Are places that want more BEVs allowing more mines for lithium and cobalt?
Cobalt isn't essential. Many EVs on the market today have switched to LFP batteries that don't need any heavy metals, just lithium, iron, and phosphorus. As for lithium, the answer is yes. California for example is working to produce lithium from the Salton Sea [slashdot.org]. It also can easily be extracted directly from sea water. That's more expensive than getting it from more concentrated sources, but we're making good progress on bringing down the cost [science.org]. And of course, there are many battery chemistries that don't use lithium at all.
There's that MIT professor that likes to talk about making batteries from cheap materials but he's using molten metals, not something that is practical in a car.
Liquid metal doesn't necessarily mean high temperature molten metals. A lot of them involve metals that are liquid at room temperature, or only slightly above [rsc.org].

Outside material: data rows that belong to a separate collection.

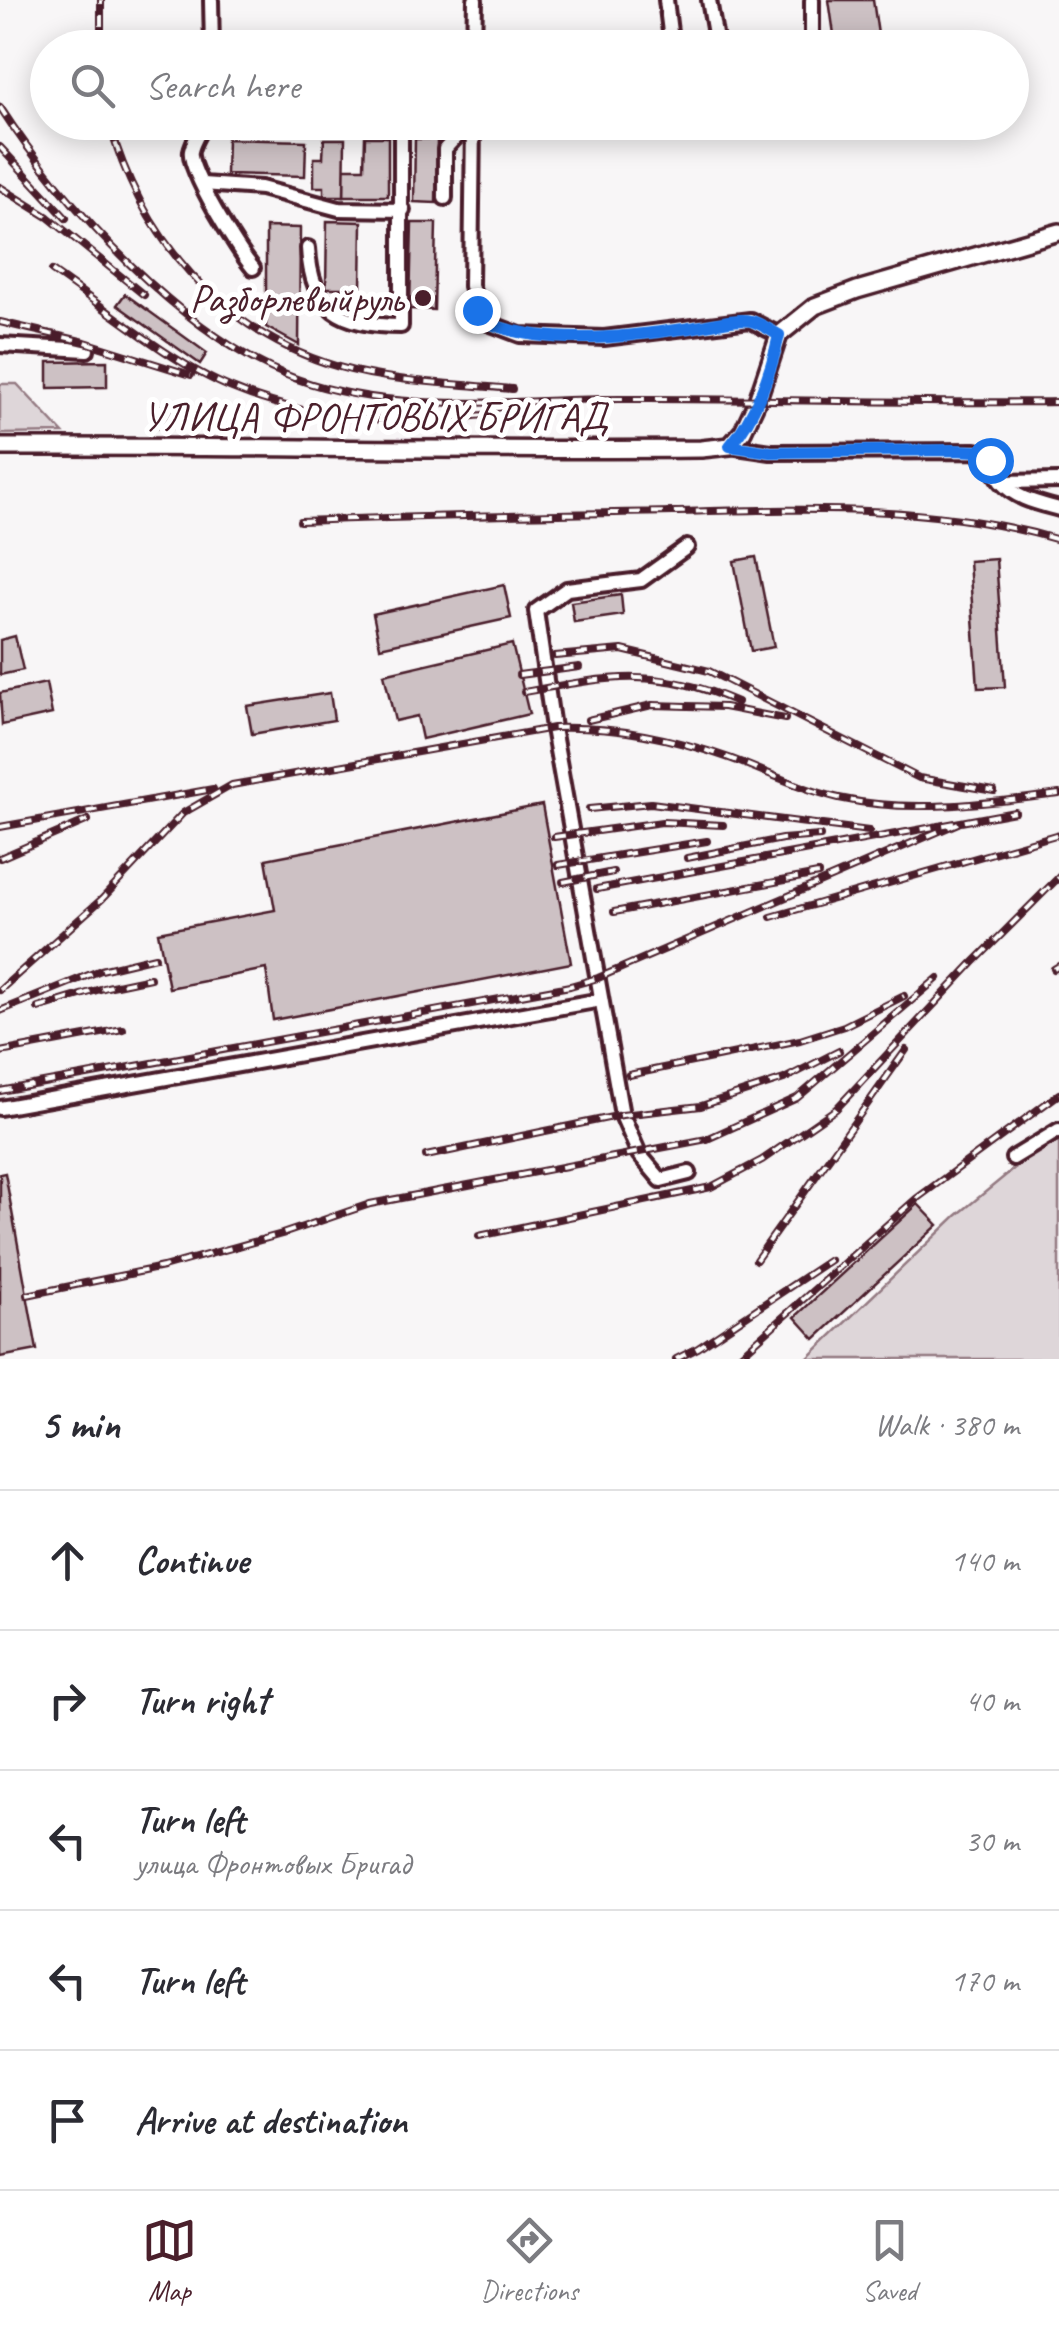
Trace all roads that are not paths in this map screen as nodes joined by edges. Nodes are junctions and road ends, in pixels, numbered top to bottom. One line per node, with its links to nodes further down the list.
1 (211, 0): 6 (street)
2 (474, 0): 7 (street)
3 (666, 0): 8 (street)
4 (709, 0): 9 (street)
5 (812, 0): 10 (street)
6 (212, 30)
7 (474, 30)
8 (670, 30)
9 (716, 30)
10 (811, 30)
11 (196, 140): 15 (street)
12 (401, 140): 17 (street)
13 (455, 140): 16 (street)
14 (470, 140): 21 (street)
15 (202, 184): 17 (street); 20 (street)
16 (445, 198)
17 (403, 210): 19 (street)
18 (1059, 232): 21 (main road)
19 (308, 248)
20 (254, 268)
21 (779, 335): 24 (main road)
22 (0, 345): 23 (street)
23 (87, 350)
24 (730, 446): 25 (main road, УЛИЦА ФРОНТОВЫХ БРИГАД); 27 (street)
25 (0, 447)
26 (1059, 481): 27 (street)
27 (1002, 482): 28 (street)
28 (1059, 509)
29 (688, 547): 30 (street)
30 (601, 1000): 31 (street); 34 (street)
31 (0, 1108)
32 (1059, 1130): 33 (street)
33 (1013, 1158)
34 (689, 1173)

We have the means to produce zero carbon fuels. We don't have the means to produce enough batteries to go around. Not in any meaningful time frame.
That's a very strange claim to make. We already have a huge industry making batteries and producing the raw materials they need. That industry is investing massive sums in adding manufacturing capacity and increasing raw material production. On the other hand, we have essentially zero existing production of carbon free fuels. There've been some demonstration projects showing you can make diesel or jet fuel from CO2, but nothing has even been attempted on a commercial scale. What leads you to think the latter can scale up faster than the former?

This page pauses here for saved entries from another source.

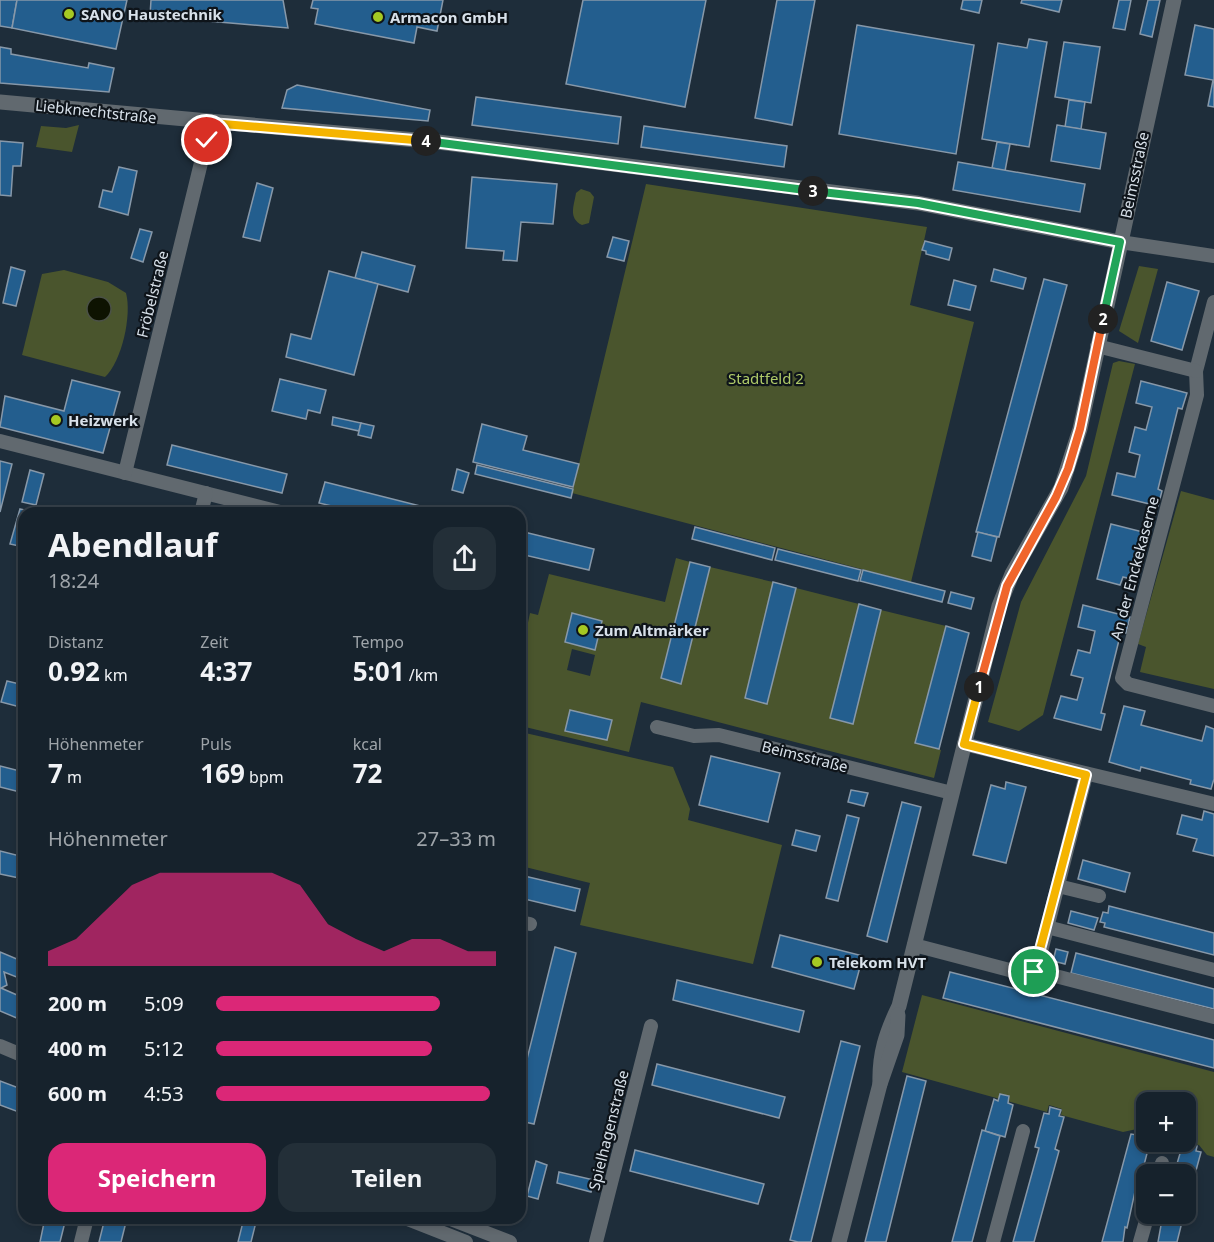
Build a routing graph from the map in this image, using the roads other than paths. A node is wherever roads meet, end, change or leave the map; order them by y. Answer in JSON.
{"nodes":[{"id":1,"x":1174,"y":0,"type":"edge"},
{"id":2,"x":0,"y":102,"type":"edge"},
{"id":3,"x":211,"y":123,"type":"junction"},
{"id":4,"x":1120,"y":242,"type":"junction"},
{"id":5,"x":1214,"y":256,"type":"edge"},
{"id":6,"x":1214,"y":302,"type":"edge"},
{"id":7,"x":1212,"y":319,"type":"edge"},
{"id":8,"x":1097,"y":346,"type":"junction"},
{"id":9,"x":1196,"y":372,"type":"junction"},
{"id":10,"x":0,"y":441,"type":"edge"},
{"id":11,"x":125,"y":473,"type":"junction"},
{"id":12,"x":206,"y":493,"type":"junction"},
{"id":13,"x":202,"y":507,"type":"edge"},
{"id":14,"x":261,"y":507,"type":"edge"},
{"id":15,"x":1214,"y":706,"type":"edge"},
{"id":16,"x":657,"y":727,"type":"dead end"},
{"id":17,"x":964,"y":744,"type":"junction"},
{"id":18,"x":1086,"y":775,"type":"junction"},
{"id":19,"x":952,"y":793,"type":"junction"},
{"id":20,"x":1214,"y":804,"type":"edge"},
{"id":21,"x":1058,"y":885,"type":"junction"},
{"id":22,"x":1099,"y":896,"type":"dead end"},
{"id":23,"x":1047,"y":927,"type":"junction"},
{"id":24,"x":914,"y":945,"type":"junction"},
{"id":25,"x":1214,"y":970,"type":"edge"},
{"id":26,"x":1036,"y":971,"type":"junction"},
{"id":27,"x":1214,"y":1017,"type":"edge"},
{"id":28,"x":651,"y":1026,"type":"dead end"},
{"id":29,"x":0,"y":1046,"type":"edge"},
{"id":30,"x":18,"y":1054,"type":"edge"},
{"id":31,"x":1023,"y":1131,"type":"dead end"},
{"id":32,"x":86,"y":1224,"type":"edge"},
{"id":33,"x":420,"y":1224,"type":"edge"},
{"id":34,"x":464,"y":1224,"type":"edge"},
{"id":35,"x":1145,"y":1224,"type":"edge"},
{"id":36,"x":81,"y":1242,"type":"edge"},
{"id":37,"x":466,"y":1242,"type":"edge"},
{"id":38,"x":510,"y":1242,"type":"edge"},
{"id":39,"x":596,"y":1242,"type":"edge"},
{"id":40,"x":839,"y":1242,"type":"edge"},
{"id":41,"x":993,"y":1242,"type":"edge"},
{"id":42,"x":1140,"y":1242,"type":"edge"}],
"edges":[{"from":1,"to":4,"type":"street","name":"Beimsstraße"},
{"from":2,"to":3,"type":"street","name":"Liebknechtstraße"},
{"from":3,"to":4,"type":"street","name":"Liebknechtstraße"},
{"from":3,"to":11,"type":"street","name":"Fröbelstraße"},
{"from":4,"to":5,"type":"street"},
{"from":4,"to":8,"type":"street","name":"Beimsstraße"},
{"from":6,"to":7,"type":"street","name":"An der Enckekaserne"},
{"from":7,"to":9,"type":"street","name":"An der Enckekaserne"},
{"from":8,"to":9,"type":"street"},
{"from":8,"to":17,"type":"street","name":"Beimsstraße"},
{"from":9,"to":15,"type":"street","name":"An der Enckekaserne"},
{"from":10,"to":11,"type":"street"},
{"from":11,"to":12,"type":"street"},
{"from":12,"to":13,"type":"street"},
{"from":12,"to":14,"type":"street"},
{"from":16,"to":19,"type":"street","name":"Beimsstraße"},
{"from":17,"to":18,"type":"street"},
{"from":17,"to":19,"type":"street","name":"Beimsstraße"},
{"from":18,"to":20,"type":"street"},
{"from":18,"to":21,"type":"street"},
{"from":19,"to":24,"type":"street","name":"Beimsstraße"},
{"from":21,"to":22,"type":"street"},
{"from":21,"to":23,"type":"street"},
{"from":23,"to":25,"type":"street"},
{"from":23,"to":26,"type":"street"},
{"from":24,"to":26,"type":"street"},
{"from":24,"to":40,"type":"street","name":"Beimsstraße"},
{"from":26,"to":27,"type":"street"},
{"from":28,"to":39,"type":"street","name":"Spielhagenstraße"},
{"from":29,"to":30,"type":"street"},
{"from":31,"to":41,"type":"street"},
{"from":32,"to":36,"type":"street"},
{"from":33,"to":37,"type":"street"},
{"from":34,"to":38,"type":"street"},
{"from":35,"to":42,"type":"street"}]}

Re:Batteries. Batteries. Batteries. (Score:4, Informative)
This entire post is essentially "no, weight it totally not a constraint in a vehicle bro. Here's a nice article from our evangelical believers that tell you that!"
Reality check: we use lithium in these applications specifically because it's the theoretically lightest chemistry that exists. The only thing that is better is lithium air. We have not a faintest clue how to make lithium air work. It's the fusion of battery tech, perpetually "twenty years away".
Everything else is heavier. To find out why, consult a Periodic Table near you.
And as for "but why does weight matter in a car", this is actually one of the Tesla's most hilarious fails. I.e. vapourware of Tesla Semi that was supposed to come out many years ago, and is likely to never come out because they probably finally asked someone with a clue "so what's the weight limit on the US roads for semi trucks?" And after they got the answer, there were probably a lot of "oh, so we're not making Tesla semi then. Well fuck" expressions in the room.
EVs are already extremely heavy and require usage of heavy duty suspension and chassis for the vehicle size compared to ICE vehicles. Due to the extra weight, they also cause significantly greater damage to road surfaces (which is why we limit the truck weight on both per axle and per entire unit basis in developed world). Additional weight also means much more energy to move the vehicle, as you're effectively moving a large amount of extra mass that needs to be accelerated. Basic physics.
Ergo, we use the lightest chemistry we know. Otherwise, we'd have long since gone with Vanadium batteries. Really easy solution if you ignore the weight. Just take the existing diesel and gasoline pumping infrastructure and have it pump Vanadium battery cathode and anode instead. You'll need some conversion work so that plugging in a hose will both inject charged cathode and anode as well as suction out the depleted ones, but this would be a fairly minor conversion of already existing infrastructure, not an installation of completely different infrastructure with EV charging stations.
But we can't do that, because we're severely weight limited on vehicles.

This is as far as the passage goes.